No civilised country should have hosepipe bans

George II’s reputed saying that the English summer consists of three fine days and a thunderstorm needs updating. It now consists of three fine days, a hosepipe ban and then a thunderstorm.

Last week, customers of South East Water in Kent and Sussex were told that they will be forbidden to use hosepipes and sprinklers until further notice. This, after 4,000 households found themselves with no water at all.

Apparently, it is all our fault for being too thirsty. “We have been left with no choice,” says the company’s website. “The South East has experienced a prolonged period of dry weather, meaning we’re pumping much more drinking water to customer taps than normal. This, coupled with the high temperatures experienced in recent weeks, has seen demand for treated water reach record levels.”
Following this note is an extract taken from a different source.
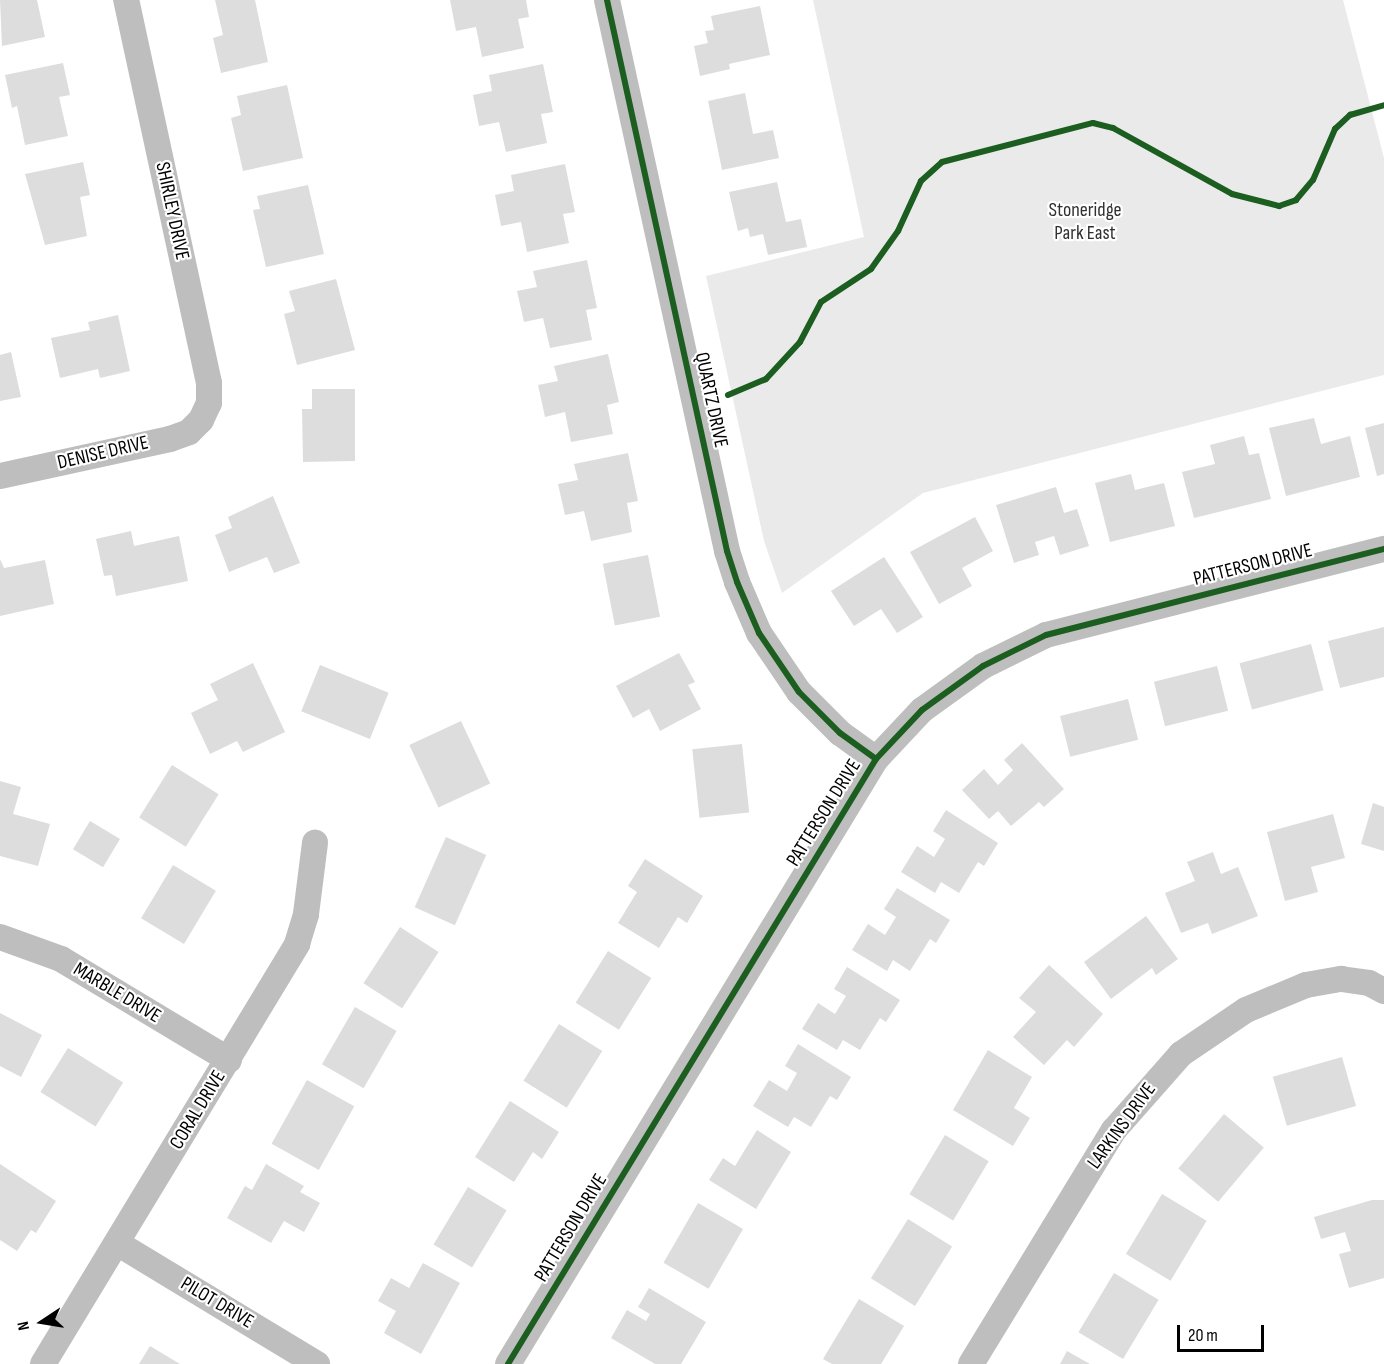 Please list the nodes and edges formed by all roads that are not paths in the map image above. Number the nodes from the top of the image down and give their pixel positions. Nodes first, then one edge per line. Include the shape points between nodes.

In asserting that the South East has suffered a shortage of rain, the company is presumably counting on us not looking up rainfall records for its area. But if you do check the Met Office’s station data for Eastbourne, for example, you find that last summer’s drought was followed by a sopping November, December, January and March. All in all, the town recorded 914 mm of rain in the 12 months to the end of May – 15 per cent above the average of 792 mm for the years 1990-2020.  

So, not so much a lack of water, then – more a lack of will to collect it and distribute it to customers.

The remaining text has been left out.